Rentrer du travail, lancer sa console ou son PC et s’apercevoir qu’on n’a pas l’énergie de jouer en solo : cette sensation est partagée par de plus en plus de joueurs. Même Shigeru Miyamoto, le légendaire créateur de Mario, avoue être dans la même situation.
La scène est bien connue de la communauté gaming : après une journée éprouvante à enchaîner les dossiers ou les réunions, s'installer devant un grand jeu de rôle solo exigeant relève parfois du parcours du combattant mentalement. Si vous ressentez cette forme de fatigue ludique, rassurez-vous, vous êtes très loin d'être un cas isolé. Même les personnalités les plus emblématiques de l'industrie du jeu vidéo vivent désormais la même réalité au quotidien.
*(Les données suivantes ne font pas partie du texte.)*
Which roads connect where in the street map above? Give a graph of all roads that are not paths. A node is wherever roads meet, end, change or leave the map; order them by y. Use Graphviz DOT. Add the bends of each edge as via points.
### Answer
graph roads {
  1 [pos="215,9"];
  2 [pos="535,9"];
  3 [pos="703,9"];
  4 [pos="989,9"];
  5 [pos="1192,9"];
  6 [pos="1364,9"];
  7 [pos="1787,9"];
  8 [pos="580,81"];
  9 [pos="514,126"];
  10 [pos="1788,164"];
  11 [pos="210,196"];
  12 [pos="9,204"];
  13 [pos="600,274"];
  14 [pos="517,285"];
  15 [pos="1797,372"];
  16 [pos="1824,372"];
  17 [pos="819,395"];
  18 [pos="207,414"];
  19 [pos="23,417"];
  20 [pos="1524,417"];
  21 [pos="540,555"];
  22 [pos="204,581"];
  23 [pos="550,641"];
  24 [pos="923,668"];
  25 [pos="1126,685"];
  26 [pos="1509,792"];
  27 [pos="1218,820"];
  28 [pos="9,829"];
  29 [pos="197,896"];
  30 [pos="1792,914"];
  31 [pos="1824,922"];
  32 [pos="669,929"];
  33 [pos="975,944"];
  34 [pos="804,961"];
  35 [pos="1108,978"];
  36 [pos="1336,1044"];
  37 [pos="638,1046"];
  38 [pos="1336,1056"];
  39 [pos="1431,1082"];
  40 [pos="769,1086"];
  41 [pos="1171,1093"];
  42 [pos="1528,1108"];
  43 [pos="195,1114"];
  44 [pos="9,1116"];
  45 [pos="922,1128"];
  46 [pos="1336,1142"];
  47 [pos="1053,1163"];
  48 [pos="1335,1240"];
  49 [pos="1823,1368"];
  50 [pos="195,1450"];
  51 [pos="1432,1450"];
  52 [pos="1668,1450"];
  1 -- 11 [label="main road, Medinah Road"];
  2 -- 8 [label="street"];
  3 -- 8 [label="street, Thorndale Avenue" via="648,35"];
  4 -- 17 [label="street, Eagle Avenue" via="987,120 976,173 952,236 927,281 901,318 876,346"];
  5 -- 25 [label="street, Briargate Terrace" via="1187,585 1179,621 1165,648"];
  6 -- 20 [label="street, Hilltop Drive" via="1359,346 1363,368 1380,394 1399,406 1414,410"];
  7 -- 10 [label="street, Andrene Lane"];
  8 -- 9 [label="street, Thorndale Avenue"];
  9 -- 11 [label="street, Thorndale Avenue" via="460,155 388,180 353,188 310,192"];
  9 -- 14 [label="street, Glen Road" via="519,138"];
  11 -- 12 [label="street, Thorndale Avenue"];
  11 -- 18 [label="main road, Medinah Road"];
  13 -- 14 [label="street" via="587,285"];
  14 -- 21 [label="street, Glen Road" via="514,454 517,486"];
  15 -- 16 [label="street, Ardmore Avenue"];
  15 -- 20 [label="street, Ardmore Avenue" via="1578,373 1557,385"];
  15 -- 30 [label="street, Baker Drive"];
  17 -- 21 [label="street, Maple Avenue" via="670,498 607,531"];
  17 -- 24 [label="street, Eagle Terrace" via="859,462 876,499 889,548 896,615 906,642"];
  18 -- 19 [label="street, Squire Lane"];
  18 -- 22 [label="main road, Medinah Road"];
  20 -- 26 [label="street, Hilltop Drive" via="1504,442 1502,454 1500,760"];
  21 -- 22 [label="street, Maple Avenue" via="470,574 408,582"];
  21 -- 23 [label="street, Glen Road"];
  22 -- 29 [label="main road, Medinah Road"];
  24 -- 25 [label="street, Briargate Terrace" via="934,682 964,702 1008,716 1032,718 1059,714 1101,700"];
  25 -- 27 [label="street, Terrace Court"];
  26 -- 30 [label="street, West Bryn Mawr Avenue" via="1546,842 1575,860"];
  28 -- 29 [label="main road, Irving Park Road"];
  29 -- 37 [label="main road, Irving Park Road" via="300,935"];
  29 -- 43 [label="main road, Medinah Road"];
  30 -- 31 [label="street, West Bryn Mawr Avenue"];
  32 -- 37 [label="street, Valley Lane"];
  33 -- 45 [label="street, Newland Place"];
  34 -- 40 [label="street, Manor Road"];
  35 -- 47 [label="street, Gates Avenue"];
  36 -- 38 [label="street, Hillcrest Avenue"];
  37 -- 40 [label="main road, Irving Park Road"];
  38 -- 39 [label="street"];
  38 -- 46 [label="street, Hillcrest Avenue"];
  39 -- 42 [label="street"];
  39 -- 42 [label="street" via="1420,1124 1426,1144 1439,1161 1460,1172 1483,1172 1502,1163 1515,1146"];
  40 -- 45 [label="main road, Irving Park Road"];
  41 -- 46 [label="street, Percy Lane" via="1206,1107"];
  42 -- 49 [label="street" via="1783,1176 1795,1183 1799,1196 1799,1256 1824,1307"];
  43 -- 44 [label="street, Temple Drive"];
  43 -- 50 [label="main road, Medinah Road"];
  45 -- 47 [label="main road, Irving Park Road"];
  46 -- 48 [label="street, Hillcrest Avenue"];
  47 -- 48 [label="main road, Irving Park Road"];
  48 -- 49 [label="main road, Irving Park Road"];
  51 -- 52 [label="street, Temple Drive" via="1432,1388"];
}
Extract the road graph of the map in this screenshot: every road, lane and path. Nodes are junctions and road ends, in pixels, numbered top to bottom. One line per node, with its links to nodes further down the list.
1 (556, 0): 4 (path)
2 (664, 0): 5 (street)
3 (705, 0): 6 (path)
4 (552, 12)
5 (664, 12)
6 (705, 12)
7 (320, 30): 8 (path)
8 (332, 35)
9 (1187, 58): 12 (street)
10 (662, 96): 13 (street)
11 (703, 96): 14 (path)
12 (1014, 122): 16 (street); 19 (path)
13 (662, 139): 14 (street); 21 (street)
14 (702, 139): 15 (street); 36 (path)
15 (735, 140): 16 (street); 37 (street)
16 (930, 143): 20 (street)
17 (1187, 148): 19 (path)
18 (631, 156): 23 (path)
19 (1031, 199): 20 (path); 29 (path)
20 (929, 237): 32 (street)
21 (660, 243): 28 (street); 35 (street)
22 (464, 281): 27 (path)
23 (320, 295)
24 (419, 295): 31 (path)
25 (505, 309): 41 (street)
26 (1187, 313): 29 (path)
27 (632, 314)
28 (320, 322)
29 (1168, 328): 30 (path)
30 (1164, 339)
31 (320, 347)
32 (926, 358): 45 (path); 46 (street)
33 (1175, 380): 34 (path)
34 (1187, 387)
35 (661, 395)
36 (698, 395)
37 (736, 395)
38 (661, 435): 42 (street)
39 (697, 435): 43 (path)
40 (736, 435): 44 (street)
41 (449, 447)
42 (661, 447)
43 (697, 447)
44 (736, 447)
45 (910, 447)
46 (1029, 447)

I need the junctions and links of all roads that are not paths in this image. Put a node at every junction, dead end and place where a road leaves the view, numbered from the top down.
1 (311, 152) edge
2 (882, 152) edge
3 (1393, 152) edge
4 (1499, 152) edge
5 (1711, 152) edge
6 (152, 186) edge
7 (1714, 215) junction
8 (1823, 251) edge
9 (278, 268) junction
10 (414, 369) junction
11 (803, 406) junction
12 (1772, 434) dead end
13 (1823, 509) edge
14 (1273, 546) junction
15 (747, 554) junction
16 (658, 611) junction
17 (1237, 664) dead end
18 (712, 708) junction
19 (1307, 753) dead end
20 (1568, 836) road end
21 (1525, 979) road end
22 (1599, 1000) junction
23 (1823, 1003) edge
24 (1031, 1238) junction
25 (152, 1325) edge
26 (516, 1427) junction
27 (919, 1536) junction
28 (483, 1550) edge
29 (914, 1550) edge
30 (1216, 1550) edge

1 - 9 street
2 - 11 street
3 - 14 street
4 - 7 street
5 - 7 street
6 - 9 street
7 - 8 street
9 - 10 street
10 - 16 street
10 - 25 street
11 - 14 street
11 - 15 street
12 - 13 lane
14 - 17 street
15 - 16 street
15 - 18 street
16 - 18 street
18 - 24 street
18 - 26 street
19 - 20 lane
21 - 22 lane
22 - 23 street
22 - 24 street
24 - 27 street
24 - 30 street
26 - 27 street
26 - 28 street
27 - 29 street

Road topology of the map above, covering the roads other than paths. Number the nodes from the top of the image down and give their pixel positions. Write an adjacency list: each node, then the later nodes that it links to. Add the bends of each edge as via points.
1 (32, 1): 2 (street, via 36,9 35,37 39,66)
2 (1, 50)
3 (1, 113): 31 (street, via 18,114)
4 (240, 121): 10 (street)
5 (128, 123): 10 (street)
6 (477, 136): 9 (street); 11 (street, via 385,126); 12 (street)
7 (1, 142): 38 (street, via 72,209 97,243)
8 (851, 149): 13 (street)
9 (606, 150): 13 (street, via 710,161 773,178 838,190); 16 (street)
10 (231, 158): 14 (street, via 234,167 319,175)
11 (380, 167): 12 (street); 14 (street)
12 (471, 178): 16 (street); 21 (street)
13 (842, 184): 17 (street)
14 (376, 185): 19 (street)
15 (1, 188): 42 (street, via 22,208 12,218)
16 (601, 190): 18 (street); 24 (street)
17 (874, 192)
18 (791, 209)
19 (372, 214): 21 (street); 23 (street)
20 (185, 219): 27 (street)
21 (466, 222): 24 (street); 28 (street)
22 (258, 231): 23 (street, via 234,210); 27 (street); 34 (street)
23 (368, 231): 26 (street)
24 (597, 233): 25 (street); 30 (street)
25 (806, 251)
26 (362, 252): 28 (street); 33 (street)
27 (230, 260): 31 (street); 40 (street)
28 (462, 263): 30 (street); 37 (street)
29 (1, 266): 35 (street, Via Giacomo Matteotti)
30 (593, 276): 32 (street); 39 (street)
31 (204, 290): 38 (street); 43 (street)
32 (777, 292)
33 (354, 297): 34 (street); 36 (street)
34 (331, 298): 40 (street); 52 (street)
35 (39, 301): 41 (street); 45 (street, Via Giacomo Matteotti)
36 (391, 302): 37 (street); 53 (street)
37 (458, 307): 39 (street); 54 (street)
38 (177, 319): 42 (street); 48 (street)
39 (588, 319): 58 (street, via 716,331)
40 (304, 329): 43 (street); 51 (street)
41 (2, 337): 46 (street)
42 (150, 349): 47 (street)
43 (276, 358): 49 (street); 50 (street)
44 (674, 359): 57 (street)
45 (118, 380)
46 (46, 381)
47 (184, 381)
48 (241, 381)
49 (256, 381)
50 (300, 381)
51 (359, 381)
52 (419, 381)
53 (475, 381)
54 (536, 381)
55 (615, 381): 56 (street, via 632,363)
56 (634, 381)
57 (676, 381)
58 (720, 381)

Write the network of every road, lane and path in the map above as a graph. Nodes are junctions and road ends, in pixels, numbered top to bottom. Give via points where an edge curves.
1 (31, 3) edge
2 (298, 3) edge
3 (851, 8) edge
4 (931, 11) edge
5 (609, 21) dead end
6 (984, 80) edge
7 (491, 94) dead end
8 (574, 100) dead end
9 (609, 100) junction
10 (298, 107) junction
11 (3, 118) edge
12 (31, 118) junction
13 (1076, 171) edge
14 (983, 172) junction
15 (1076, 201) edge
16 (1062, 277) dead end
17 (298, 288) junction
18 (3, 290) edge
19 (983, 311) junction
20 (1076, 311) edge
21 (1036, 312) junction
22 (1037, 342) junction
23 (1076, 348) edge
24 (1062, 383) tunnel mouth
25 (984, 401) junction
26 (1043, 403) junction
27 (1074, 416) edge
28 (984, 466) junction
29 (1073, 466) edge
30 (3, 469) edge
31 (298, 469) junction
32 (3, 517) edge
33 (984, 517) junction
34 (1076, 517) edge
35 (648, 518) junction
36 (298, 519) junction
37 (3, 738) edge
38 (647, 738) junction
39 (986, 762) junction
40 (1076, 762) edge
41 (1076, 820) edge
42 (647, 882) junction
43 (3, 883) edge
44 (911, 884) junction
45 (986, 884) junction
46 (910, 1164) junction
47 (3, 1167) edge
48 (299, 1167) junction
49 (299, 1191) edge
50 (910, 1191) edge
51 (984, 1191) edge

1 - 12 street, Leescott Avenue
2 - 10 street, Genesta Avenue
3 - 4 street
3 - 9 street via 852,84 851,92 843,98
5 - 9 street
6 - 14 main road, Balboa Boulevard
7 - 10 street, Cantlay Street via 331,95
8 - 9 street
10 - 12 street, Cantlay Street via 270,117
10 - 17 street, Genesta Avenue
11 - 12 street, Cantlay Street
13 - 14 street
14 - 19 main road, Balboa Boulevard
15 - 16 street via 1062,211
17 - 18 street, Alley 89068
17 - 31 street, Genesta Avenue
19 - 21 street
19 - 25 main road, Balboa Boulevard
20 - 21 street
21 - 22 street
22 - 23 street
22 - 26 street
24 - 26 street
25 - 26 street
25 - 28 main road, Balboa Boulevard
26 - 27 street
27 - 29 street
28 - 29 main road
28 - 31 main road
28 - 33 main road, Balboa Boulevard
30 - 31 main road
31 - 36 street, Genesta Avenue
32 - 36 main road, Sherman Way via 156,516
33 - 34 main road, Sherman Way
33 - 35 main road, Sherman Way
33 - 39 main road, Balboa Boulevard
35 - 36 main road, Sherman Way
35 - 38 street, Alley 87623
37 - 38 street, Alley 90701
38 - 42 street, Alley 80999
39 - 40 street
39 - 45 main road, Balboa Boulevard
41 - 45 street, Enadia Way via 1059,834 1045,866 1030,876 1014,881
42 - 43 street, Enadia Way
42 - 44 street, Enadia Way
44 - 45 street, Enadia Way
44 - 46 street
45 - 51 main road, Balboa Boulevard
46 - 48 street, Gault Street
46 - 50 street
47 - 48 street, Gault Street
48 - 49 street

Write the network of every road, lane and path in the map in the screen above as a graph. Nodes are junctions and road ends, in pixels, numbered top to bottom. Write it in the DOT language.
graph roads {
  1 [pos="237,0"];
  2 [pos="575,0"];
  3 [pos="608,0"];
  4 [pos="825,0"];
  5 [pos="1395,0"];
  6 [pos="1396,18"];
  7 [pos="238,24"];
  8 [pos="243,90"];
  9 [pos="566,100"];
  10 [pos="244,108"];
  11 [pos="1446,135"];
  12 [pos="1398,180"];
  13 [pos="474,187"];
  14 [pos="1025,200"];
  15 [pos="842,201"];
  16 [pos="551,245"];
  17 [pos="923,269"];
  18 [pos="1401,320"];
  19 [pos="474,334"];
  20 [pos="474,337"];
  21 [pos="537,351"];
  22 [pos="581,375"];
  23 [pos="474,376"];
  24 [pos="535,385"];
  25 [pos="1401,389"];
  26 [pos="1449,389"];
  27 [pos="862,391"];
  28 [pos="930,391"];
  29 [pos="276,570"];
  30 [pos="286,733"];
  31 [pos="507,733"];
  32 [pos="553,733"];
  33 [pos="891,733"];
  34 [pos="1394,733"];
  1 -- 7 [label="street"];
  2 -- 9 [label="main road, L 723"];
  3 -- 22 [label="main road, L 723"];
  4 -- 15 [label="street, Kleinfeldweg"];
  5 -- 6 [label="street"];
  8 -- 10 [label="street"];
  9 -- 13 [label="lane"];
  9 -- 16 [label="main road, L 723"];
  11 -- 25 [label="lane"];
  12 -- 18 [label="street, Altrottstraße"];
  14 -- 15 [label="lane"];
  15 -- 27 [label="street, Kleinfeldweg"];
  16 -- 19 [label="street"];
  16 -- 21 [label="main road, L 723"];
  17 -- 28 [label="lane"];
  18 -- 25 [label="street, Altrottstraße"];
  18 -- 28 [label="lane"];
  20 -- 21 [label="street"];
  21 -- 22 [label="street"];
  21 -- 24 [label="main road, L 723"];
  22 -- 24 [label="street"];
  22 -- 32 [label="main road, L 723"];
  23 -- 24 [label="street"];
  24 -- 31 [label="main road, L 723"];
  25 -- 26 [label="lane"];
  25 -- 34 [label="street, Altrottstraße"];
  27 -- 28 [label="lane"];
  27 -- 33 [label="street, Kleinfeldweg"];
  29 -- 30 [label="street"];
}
Quand le créateur de Mario délaisse le jeu en solitaire
C'est une confidence pour le moins inattendue de la part d'un géant du secteur. Dans une récente déclaration faite lors d’une interview accordée à Famitsu https://www.famitsu.com/article/202607/82197, le créateur japonais a levé le voile sur sa relation actuelle avec le média.
Shigeru Miyamoto, créateur et concepteur chez Nintendo, déclare :
I don't really play games by myself anymore.
Traduit en français, le message est limpide : « Je ne joue plus vraiment à des jeux vidéo tout seul. » Il mentionne ne jouer qu’avec ses petits-enfants, ce qui est un double coup de vieux pour certains. Une posture qui n'est pourtant pas une surprise totale de la part de l'architecte de Nintendo. Il y a plusieurs années déjà, Miyamoto confirmait que l'entreprise japonaise cherchait sciemment à recruter des profils qui ne se définissaient pas comme de supers passionnés de jeu vidéo, privilégiant des esprits curieux d'autres domaines artistiques ou sociétaux. Les détails de ces déclarations sont à retrouver dans l'article de NewYorTimes.

La démographie du jeu vidéo a vieilli
Cette évolution des habitudes de consommation s'explique en grande partie par le vieillissement naturel des joueurs. Les passionnés qui ont grandi avec les consoles des années 1990 et 2000 ont aujourd'hui une vie de famille, des responsabilités professionnelles et un temps de jeu disponible nettement plus restreint qu'à l'époque.
Face à des productions solos de plus en plus immenses, parfois très exigeantes et chronophages, la fatigue s'installe vite. Après plus de huit heures passées devant un écran d'ordinateur, l'idée de s'investir dans une aventure solo de soixante heures peut rapidement décourager, poussant beaucoup de joueurs chevronnés à délaisser leurs consoles durant la semaine.

Le salut par le multijoueur coopératif et sans prise de tête
Pour continuer à pratiquer leur passion sans ressentir cette pression du résultat ou de l'engagement à long terme, de nombreux joueurs se tournent désormais vers des expériences coopératives légères. L'objectif n'est plus de réussir un défi complexe, mais simplement de partager un moment convivial entre amis après le travail.
Cette tendance sociétale explique en grande partie l'immense succès rencontré par de petites productions indépendantes ou des jeux conviviaux. Des titres comme Among Us, Big Walk ou Meccha Chameleon proposent des sessions courtes, généralement de 15 minutes à une heure, immédiatement amusantes et centrées sur l'interaction humaine plutôt que sur la performance pure. Nintendo propose aussi de nombreux titres du genre comme Mario Kart World et Mario Tennis Fever entre autres.

Cette baisse de motivation pour les longues aventures en solitaire n'est pas la fin d'une passion, mais juste son évolution. En privilégiant les moments de partage simples, la communauté — Miyamoto compris — redéfinit sa manière de consommer le jeu vidéo, qui retrouve l’aspect communautaire, voire familial, qui lui faisait souvent défaut au départ.